楽曲的には,すごくはっきりとした綺麗なメロディだな,と。素朴だけど,その中に美しさがあって,いろんな風情を感じさせてくれるんですよね。ですからアレンジとしては,その素朴な感じをクリスマスの雰囲気に合うようにデコレーションしたいな,と。
4Gamer:
原曲の素朴さを活かしながらも,後半は転調で盛り上げていく構成になっていますね。
古代氏:
曲調からして素直にオーケストラアレンジにすれば,クリスマスらしい曲に仕上がるだろうという計算はありました。
ただ,必要以上に原曲を壊すことはしたくなかったんです。正直なところ,転調でさえためらったほどで。
4Gamer:
それはなぜですか?
古代氏:
遊んだゲーマーにとっては原曲がすべてなので,それを尊重したい気持ちが強いんです。アレンジの方向性は無限にあって,原曲をぶっ壊すほどのやり方もありますし,それはそれで面白いものが生まれることも多々あるんですが,私としては,とくに注文がない限りは原曲に忠実なものを提示したいんです。
4Gamer:
今回もその姿勢でアレンジに臨んだわけですね。
古代氏:
はい。原曲はすごく短いメロディなんですが,それをいかにつないでいくかを考えた結果が,転調とオブリガードで盛り上げる手法でした。常にメインの旋律が鳴っているのがポイントですね。
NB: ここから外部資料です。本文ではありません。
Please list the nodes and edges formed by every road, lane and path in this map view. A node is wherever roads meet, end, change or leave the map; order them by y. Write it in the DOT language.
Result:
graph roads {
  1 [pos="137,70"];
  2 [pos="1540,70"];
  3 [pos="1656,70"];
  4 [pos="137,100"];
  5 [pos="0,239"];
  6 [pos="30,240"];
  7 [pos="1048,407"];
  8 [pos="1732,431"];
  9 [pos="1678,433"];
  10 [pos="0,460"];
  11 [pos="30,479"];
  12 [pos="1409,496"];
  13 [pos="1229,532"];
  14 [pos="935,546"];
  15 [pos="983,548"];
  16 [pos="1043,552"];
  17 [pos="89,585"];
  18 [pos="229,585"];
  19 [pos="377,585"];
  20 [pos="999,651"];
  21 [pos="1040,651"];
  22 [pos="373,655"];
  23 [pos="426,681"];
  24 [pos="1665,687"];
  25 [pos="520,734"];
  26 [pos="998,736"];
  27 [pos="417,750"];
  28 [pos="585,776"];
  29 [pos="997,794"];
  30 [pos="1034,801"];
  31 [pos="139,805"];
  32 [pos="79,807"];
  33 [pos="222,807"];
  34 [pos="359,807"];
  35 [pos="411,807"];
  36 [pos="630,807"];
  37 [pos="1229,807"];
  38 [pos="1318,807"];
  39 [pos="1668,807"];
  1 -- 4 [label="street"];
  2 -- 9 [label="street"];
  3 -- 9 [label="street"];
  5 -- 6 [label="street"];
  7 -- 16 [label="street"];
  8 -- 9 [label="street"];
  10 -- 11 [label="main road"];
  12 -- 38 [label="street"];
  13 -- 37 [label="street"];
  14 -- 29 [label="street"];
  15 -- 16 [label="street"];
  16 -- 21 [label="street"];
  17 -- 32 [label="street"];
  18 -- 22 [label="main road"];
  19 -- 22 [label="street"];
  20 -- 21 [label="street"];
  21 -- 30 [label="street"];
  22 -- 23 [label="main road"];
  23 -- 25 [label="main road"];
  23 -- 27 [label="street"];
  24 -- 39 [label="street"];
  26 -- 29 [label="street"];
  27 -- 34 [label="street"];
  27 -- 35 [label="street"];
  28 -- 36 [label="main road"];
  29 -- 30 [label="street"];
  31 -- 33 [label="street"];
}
ですから,植松さんの作られたメロディに伴奏される形で違うメロディが乗ってくるってのはアリだけど,自分で作ったメロディだけを前面に出すのはナシというルールを自分に課しました。
4Gamer:
そのほかにこだわった点は?
古代氏:
若干ですけど生楽器を使っているんですが,そこでヴァイオリンとクラリネットというちょっと変わった選択をしています。主旋律にクラリネットを使っているので,そこはどうしても生で聞かせたかったんです。
クラリネット以外の候補としては,オーボエとフルートもあったんですが,オーボエは綺麗に鳴らせる音域が狭く,フルートはメロディの音域にあっていなかったり,音に素朴さがなくなってしまったりするので,最終的にクラリネットに落ち着きました。ヴァイオリンに関しては,やっぱり一本入れておくと全体的にリッチな仕上がりになるので,これも入れようと。
4Gamer:
原曲を大事にされたということもあって,オリジナルの魅力はそのままに全体の“厚み”が増していますね。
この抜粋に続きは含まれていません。